Gilmartin had a guest role as Jessica Quince on Australian soap opera Neighbours from 23 April 2020.

== Filmography ==

=== Film ===

| Year | Title | Role | Director |
|---|---|---|---|
| 2024 | Sleeping Dogs | Diane Lynch | Adam Cooper |
| 2021 | Christmas on the Farm | Clementine | Christopher Weekes |
| 2021 | This Little Love of Mine | Gem Bailey | Christine Luby |
| 2021 | Kidnapped | Gabby | Vic Sarin |
| 2020 | The Very Excellent Mr Dundee | TV Host | Dean Murphy |
| 2020 | How Do You Know Chris? | Dot | Ash Harris |
| 2019 | Trauma Center | Nurse Crystal | Matt Eskandari |
| 2018 | Museo | Gemma | Alonso Ruizpalacios |

=== Television ===

| Year | Title | Role | Network |
|---|---|---|---|
| 2021 | World Poker Tour - Season 19 | Anchor | Bally Sports (USA) |
| 2021 | Dive Club | Pirate Queen | Network 10 (AU), Netflix (worldwide) |
| 2020 | Neighbours | Jessica Quince | Network 10 (AU), Channel 5 (UK) |
| 2020 | World Poker Tour - Season 18 | Anchor | Fox Sports Networks |
| 2019 | World Poker Tour - Season 17 | Anchor | Fox Sports Networks |
| 2018 | World Poker Tour - Season 16 | Anchor | Fox Sports Networks |
| 2017 | World Poker Tour - Season 16 | Anchor | Fox Sports Networks |
| 2016 | World Poker Tour - Season 15 | Anchor | Fox Sports Networks |
| 2015 | World Poker Tour - Season 14 | Anchor | Fox Sports Networks |
| 2015 | WPT Alpha 8 - Season 3 | Anchor/Producer | FS1 |
| 2014 | World Poker Tour - Season 13 | Anchor | Fox Sports Networks |
| 2014 | WPT Alpha 8 - Season 2 | Anchor/Producer | FS1 |
| 2013 | World Poker Tour - Season 12 | Anchor | Fox Sports Networks |
| 2013 | WPT Alpha 8 - Season 1 | Anchor/Producer | FS1 |
| 2013 | World Series of Poker Asia Pacific | Sideline Reporter | ESPN Australia |
| 2013 | Aussie Millions | Sideline Reporter | ESPN Australia & One HD |
| 2012 | Aussie Millions | Host | Channel 5 (UK) |

== Poker ==
In 2015, Gilmartin won the largest-ever European Poker Tour Women's Event in Barcelona, Spain, securing an EPT trophy and a first-place prize of €5,890. The event had a record-breaking field size of 148 entries with a prize pool of €28,712.

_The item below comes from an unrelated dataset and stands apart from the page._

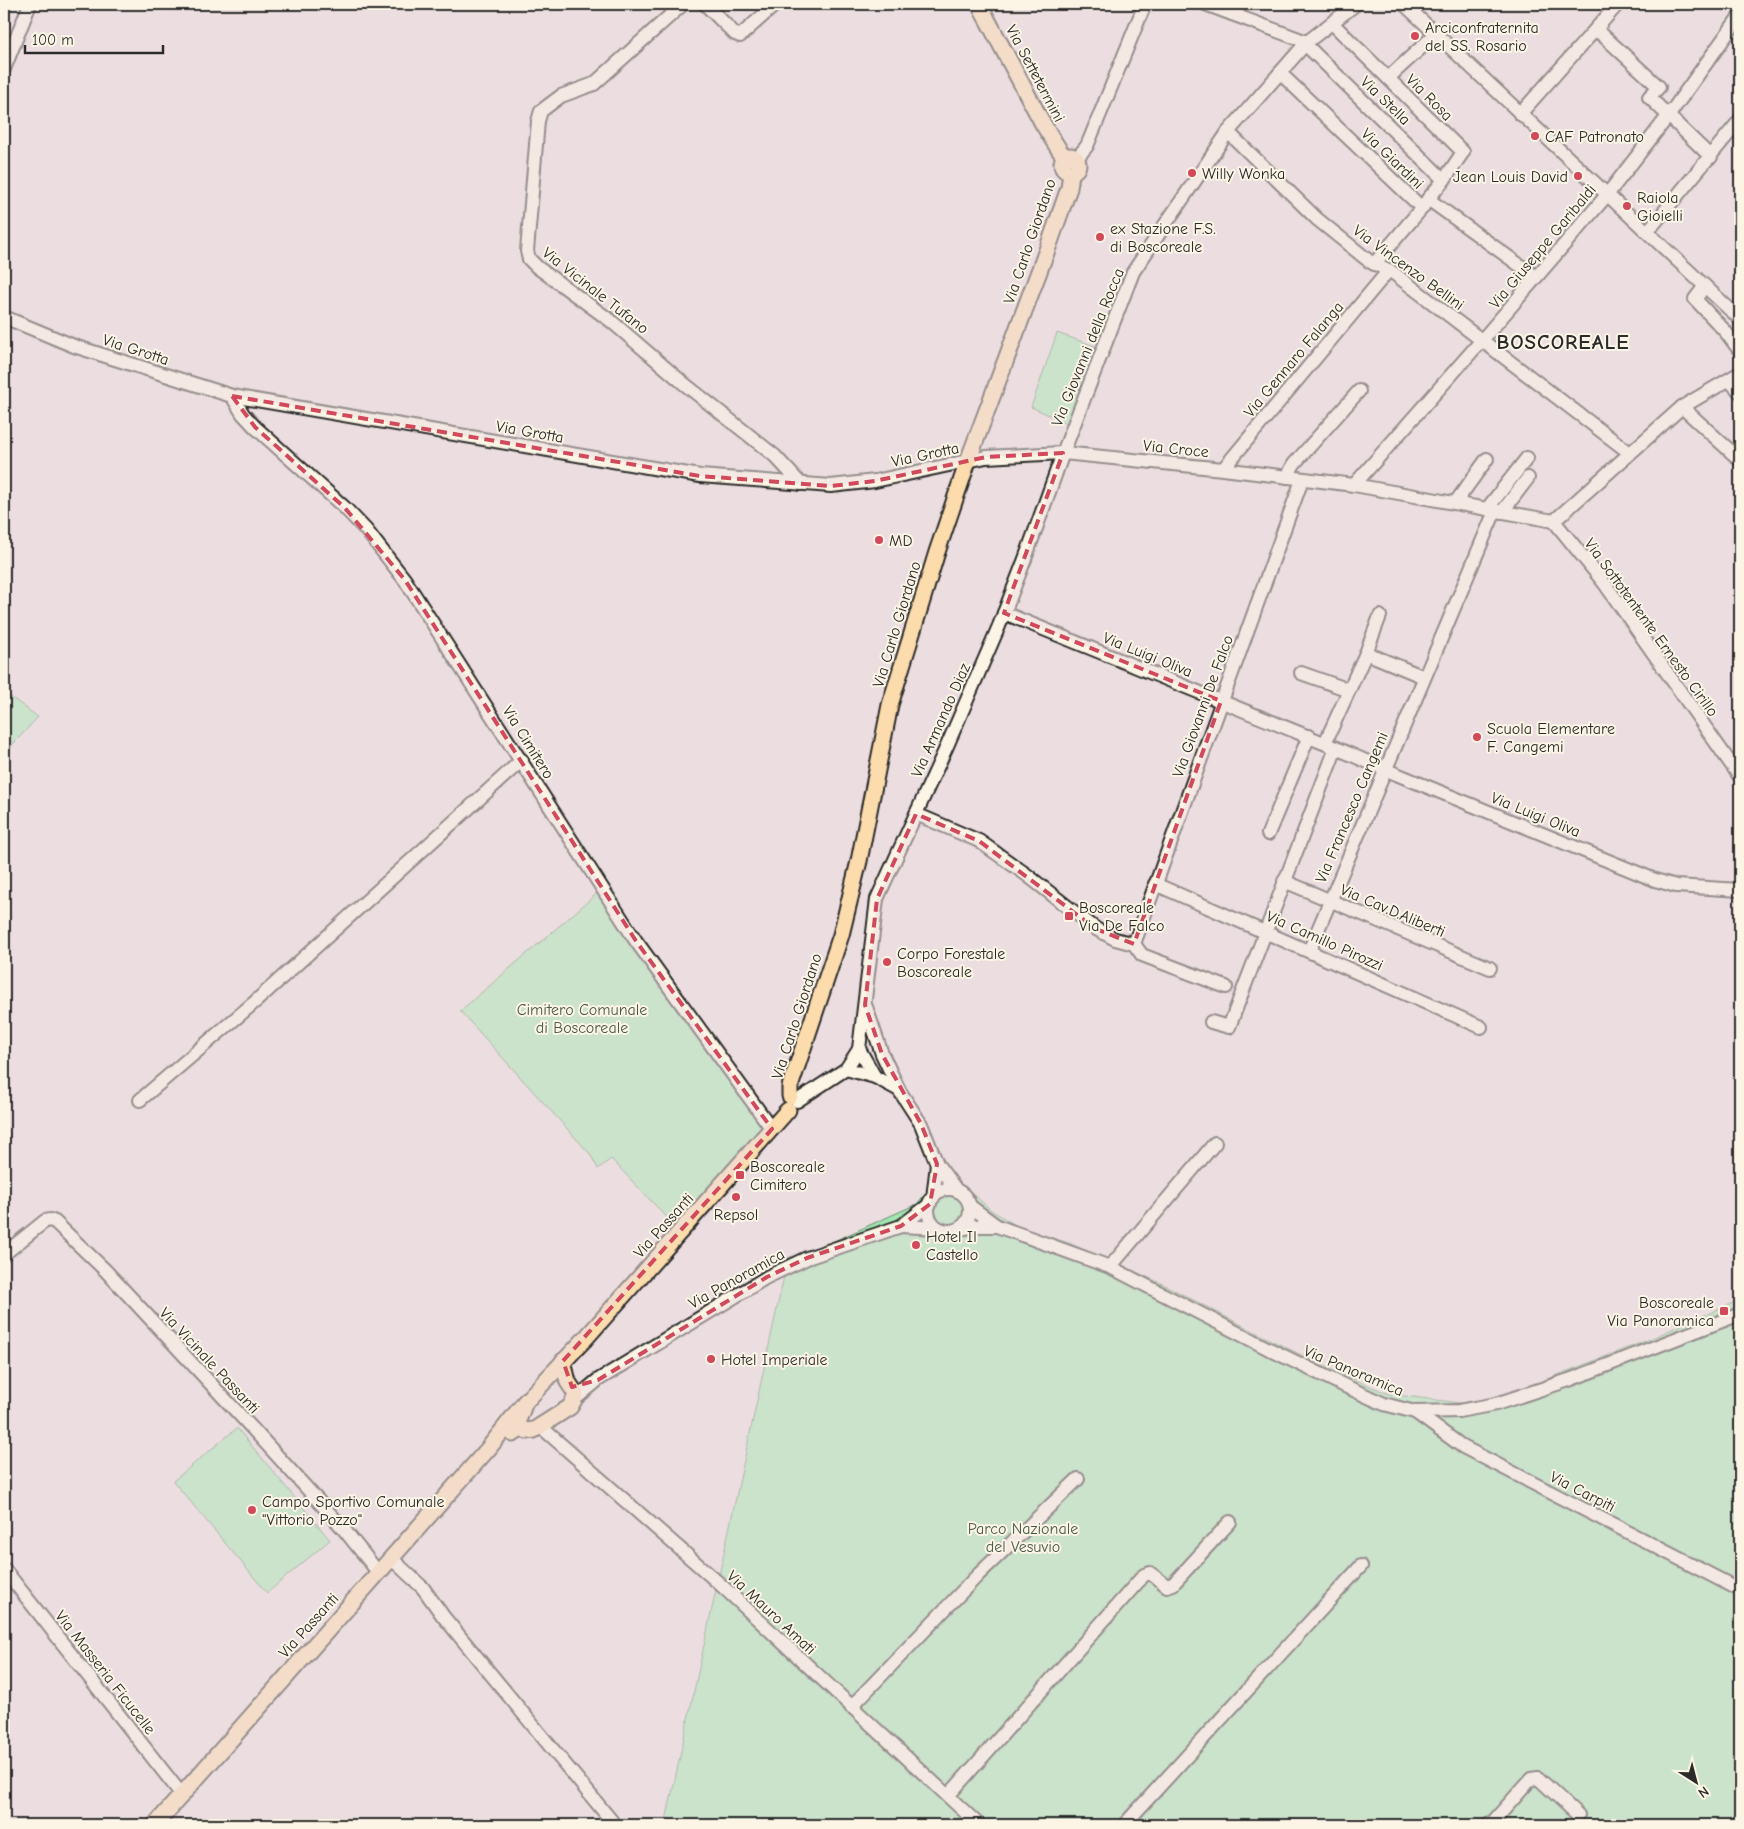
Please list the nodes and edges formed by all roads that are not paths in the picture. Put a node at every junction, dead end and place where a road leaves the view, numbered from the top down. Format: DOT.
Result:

In July 2017 Gilmartin made her first cash at the World Series of Poker in Las Vegas, finishing in 49th place in Event #70: $1,000 No Limit Hold'em - Ladies Championship for $2,301.

In January 2020, Gilmartin was inducted into the Australian Poker Hall of Fame. Speaking at her induction ceremony at Crown Melbourne, Gilmartin said, "This is a game that makes you smarter, wiser, more present, more in tune with yourself and with others. You learn life lessons by the orbit."

== Philanthropy ==
Gilmartin is an ambassador for WPT Foundation, hosting annual fundraising events for beneficiaries TGR Foundation, Children's Hospital of Philadelphia and Education Reform Now.

Gilmartin is a global ambassador for Wildlife Warriors. In an effort to support Australian wildlife during the 2020 bushfires, Gilmartin rallied poker players all over the world to donate more than A$100,000 to Wildlife Warriors.